Hoarseness after laryngeal blunt trauma: a differential diagnosis between an injury to the external branch of the superior laryngeal nerve and an arytenoid subluxation. A case report and literature review.

作者信息

Schroeder U, Motzko M, Wittekindt C, Eckel H E

机构信息

ENT Department, University of Cologne, Joseph-Stelzmann Str. 9, 50924, Cologne, Germany.

出版信息

Eur Arch Otorhinolaryngol. 2003 Jul;260(6):304-7. doi: 10.1007/s00405-002-0572-9. Epub 2003 Feb 11.

Abstract

Arytenoid subluxation is a well-known cause of hoarseness due to incomplete glottic closure with intact inferior laryngeal nerves after severe laryngeal trauma.

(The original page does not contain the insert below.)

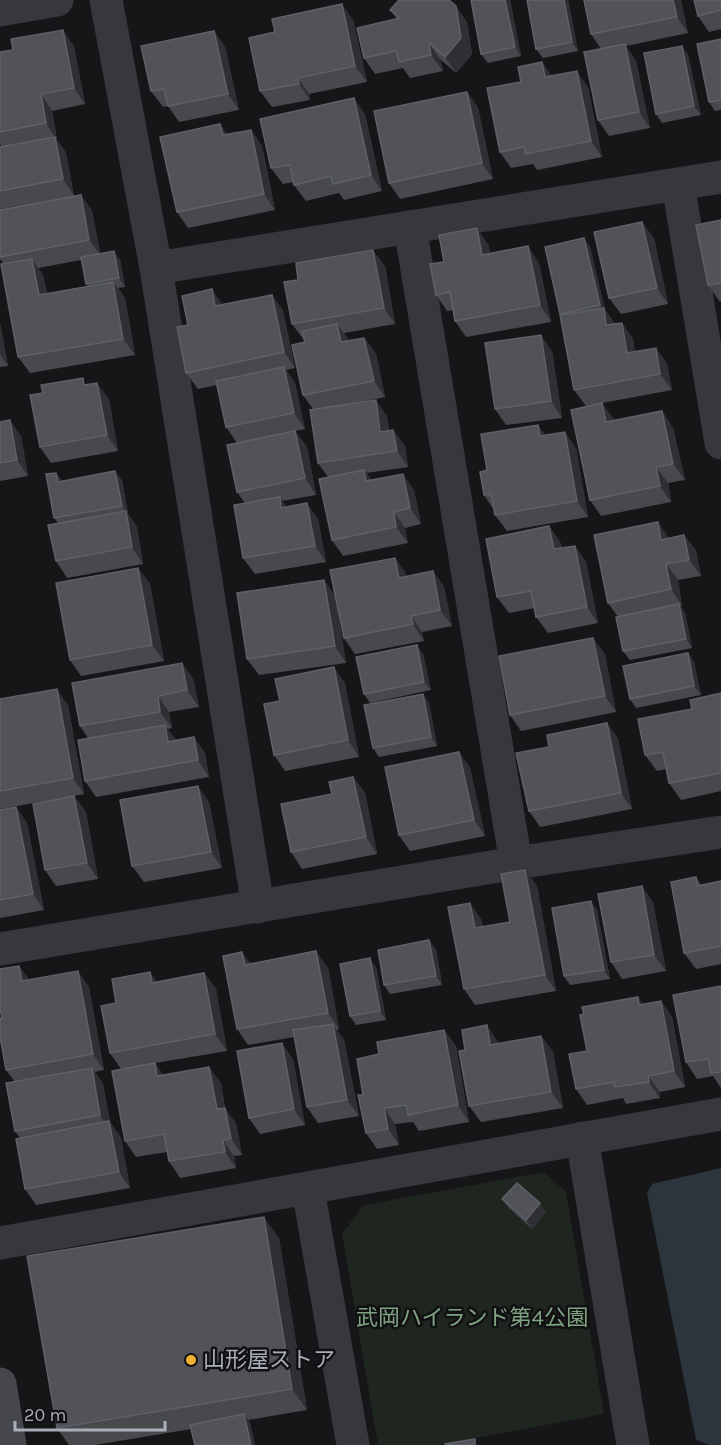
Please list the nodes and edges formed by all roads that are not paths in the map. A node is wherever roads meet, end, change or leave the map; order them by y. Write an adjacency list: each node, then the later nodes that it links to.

We report the case of a young man presenting after laryngeal blunt trauma with hoarseness, easy fatigue during phonation, marked difficulty with his high-pitch and singing voice and decreased phonation time, but intact function of both inferior laryngeal nerves, intact endolaryngeal mucosa sensibility and normal CT scans of the larynx and the neck. Due to the asymmetric anteromedial position of the right arytenoid with incomplete glottic closure, the primary diagnosis was arytenoid subluxation, and the patient was referred for instantaneous relocation therapy. The stroboscopic and electromyographic diagnosis of a unilateral paresis of the external branch of the right superior laryngeal nerve caused the therapy to be changed. Without repositioning, the patient had a total recovery of voice quality when the paresis receded 2 months later. In conclusion, the unilateral paresis of the external branch of the superior laryngeal nerve after laryngeal blunt trauma is reported here for the first time. Although the clinical findings are familiar sequelae of thyroid surgery, they may be misdiagnosed as arytenoid subluxation after laryngeal blunt trauma. Stroboscopy and electromyography permitted the correct diagnosis.

摘要

杓状软骨半脱位是严重喉外伤后声门闭合不全导致声音嘶哑的一个众所周知的原因,此时喉返神经功能完好。我们报告一例年轻男性患者,因喉部钝挫伤后出现声音嘶哑、发声时易疲劳、高音和歌唱声音明显困难以及发声时间缩短,但双侧喉返神经功能完好、喉内黏膜感觉正常且喉部和颈部CT扫描结果正常。由于右侧杓状软骨呈不对称的前内侧位置且声门闭合不全,初步诊断为杓状软骨半脱位,该患者被转诊接受即时复位治疗。频闪喉镜检查和肌电图诊断显示右侧喉上神经外支单侧麻痹,治疗方案因此改变。未进行复位,2个月后麻痹消退时患者声音质量完全恢复。总之,本文首次报道了喉部钝挫伤后喉上神经外支单侧麻痹的情况。尽管这些临床发现是甲状腺手术常见的后遗症,但在喉部钝挫伤后可能会被误诊为杓状软骨半脱位。频闪喉镜检查和肌电图检查有助于做出正确诊断。